Statistics intuitions for intergals

Posted by Yuling Yao on Mar 29, 2022.       Tag: computing  

I have not done any math for a long while. Today I happen to need to compute an integral

\[S(k, \sigma) =\int_{0}^\infty x\log (x)/\sigma (1+kx/\sigma)^{(-1/k-1)} dx.\]

It is the expectation of $x\log x$ under generalized Pareto distribution. Surely it will be finite as long as $k <1$.

I tried for a while then I was very sure I cannot solve it. So I opened some symbolic integral tool and the result turned out easy

\[S(k, \sigma)= \frac{\sigma \left( 1-\mathrm{HarmonicNumber}[-2+\frac{1}{k}] - \log(\frac{k}{\sigma}) \right) }{1-k}.\]

Except that I do not understand what HarmonicNumber is. I think it is some special function, so I looked it up. Wikipedia told me that

In mathematics, the n-th harmonic number is the sum of the reciprocals of the first n natural numbers:

\[H_{n}=1+{\frac {1}{2}}+{\frac {1}{3}}+\cdots +{\frac {1}{n}}=\sum _{k=1}^{n}{\frac {1}{k}}.\]

Except it is not helpful to me cuz apparently i have non-integer $n= -2+\frac{1}{k}$ here. I studied complex analysis in college but I have never used it ever since. But that is ok, I trust my symbolic integral tool.

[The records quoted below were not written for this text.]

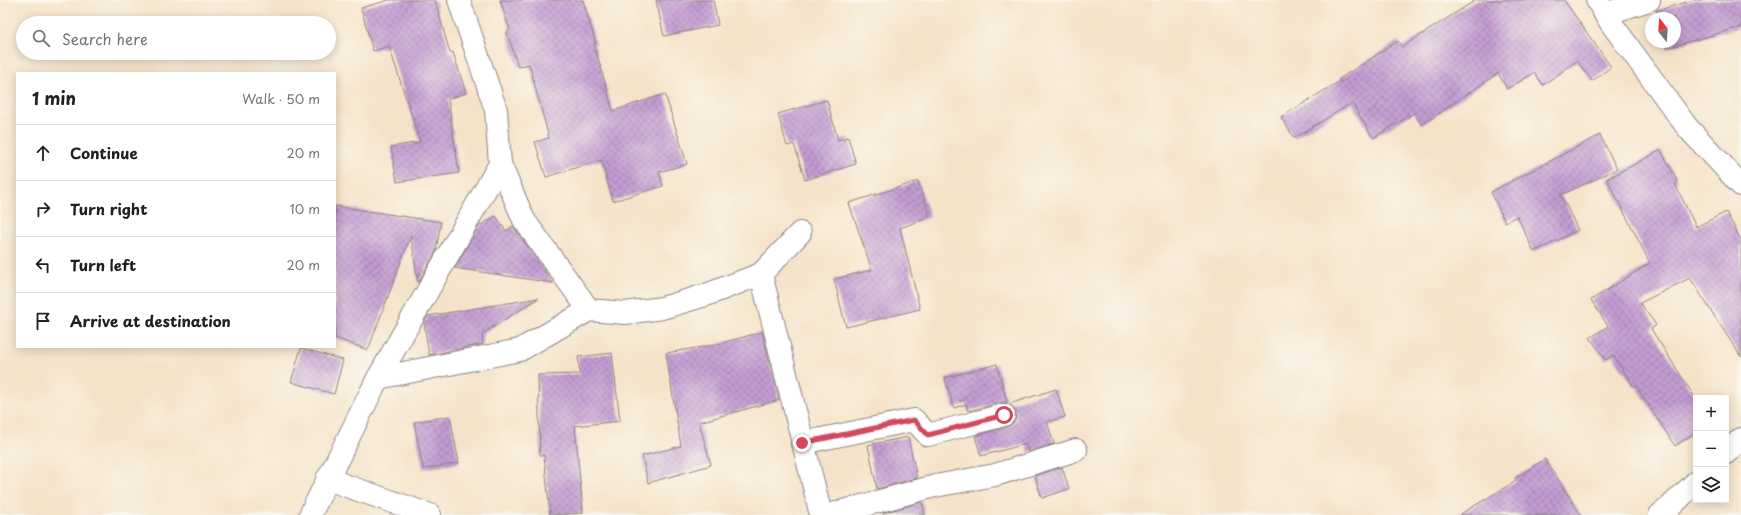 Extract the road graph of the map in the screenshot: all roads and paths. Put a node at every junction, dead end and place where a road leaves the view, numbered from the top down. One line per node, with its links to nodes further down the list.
1 (459, 0): 4 (street)
2 (1649, 0): 3 (street)
3 (1601, 7): 5 (street)
4 (500, 164): 8 (street); 9 (street)
5 (1741, 185)
6 (800, 233): 7 (street)
7 (761, 274): 8 (street); 12 (street)
8 (589, 310): 9 (street)
9 (378, 378): 15 (street)
10 (1004, 415): 12 (street)
11 (1741, 439): 14 (street)
12 (802, 443): 19 (street)
13 (1076, 450): 20 (street)
14 (1729, 450)
15 (327, 479): 17 (street); 18 (street)
16 (1693, 485): 21 (street)
17 (310, 515)
18 (430, 515)
19 (821, 515)
20 (828, 515)
21 (1660, 515)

Indeed I only want to evaluate this integral near 1. Because the mean and variance of generalized Pareto distribution is of the order $O((1-k)^{-1})$ and $O((1-k)^{-2}(1-2k))$ respectively, my best conjecture is that this $S$ should be $O((1-k)^{-m}), 1\leq m \leq 2$ as k is close to 1.

So I searched one more minute I found that $H_{x}= \frac{\Gamma^\prime(x+1)}{\Gamma(x+1)}+\gamma$, in which $\gamma$ is the Euler constant and $\Gamma$ is the Gamma function.

The appearance of Euler constant and Gamma function in applied statistics is like a six pleat shirring on a shirt: fancy to the wearer but seldom useful to the audience.

It appeared that I needed the derivative of the Gamma function near 0. But I found that $\frac{\Gamma^\prime(x)}{\Gamma(x)}$ is itself called digamma function $\psi(x)$. OK, I am not proud for being ignorant here, but it is still fun to learn. So I looked up Wikipedia again and I found $\psi(x)\approx \log x - 1/2x$. I plugged this approximation into my expression and is it not the same as my conjecture. Ohh, of course, the $\psi(x)\approx \log x - 1/2x$ approximation is only applicable if x is large. For small $x\approx 0$, I found that $\psi(x) \approx -1/x - \gamma$. I plugged this in and then $\gamma$ cancelled out. So the final answer is that $S(k, \sigma) = \sigma k / (1-k)^2 $ + small order terms as k goes to 1. Done.

But this is not why I wrote this post. The point is that sometimes statistics intuitions can help to do tedious math. To be clear this math problem is only tedious to me cuz I am ignorant on digamma function or gamma function. I am sure the previous problem is trivial to Euler. That said, I have already used stats intuition once that I know the order must be between -1 and -2 because $x\log x$ is bounded between the first and second moments.

Indeed, a more statistically intuitive solution here is that I can simply replace the generalized Pareto distribution by a Pareto distribution. This time I can do it by hand:

\[S(k,1)\approx \int_{1}^{\infty} r \log r \frac{1}{k} r^{-1/k-1} dr= k(1-k)^{-2}.\]

This expression is different but has the same order I obtained using the digamma function when k is close 1, which can be used for many crude approximaitons. Again, it would be nice if i have known more about gamma fucntion, but solving a tedious math by some simple statitics approximation is equally fun.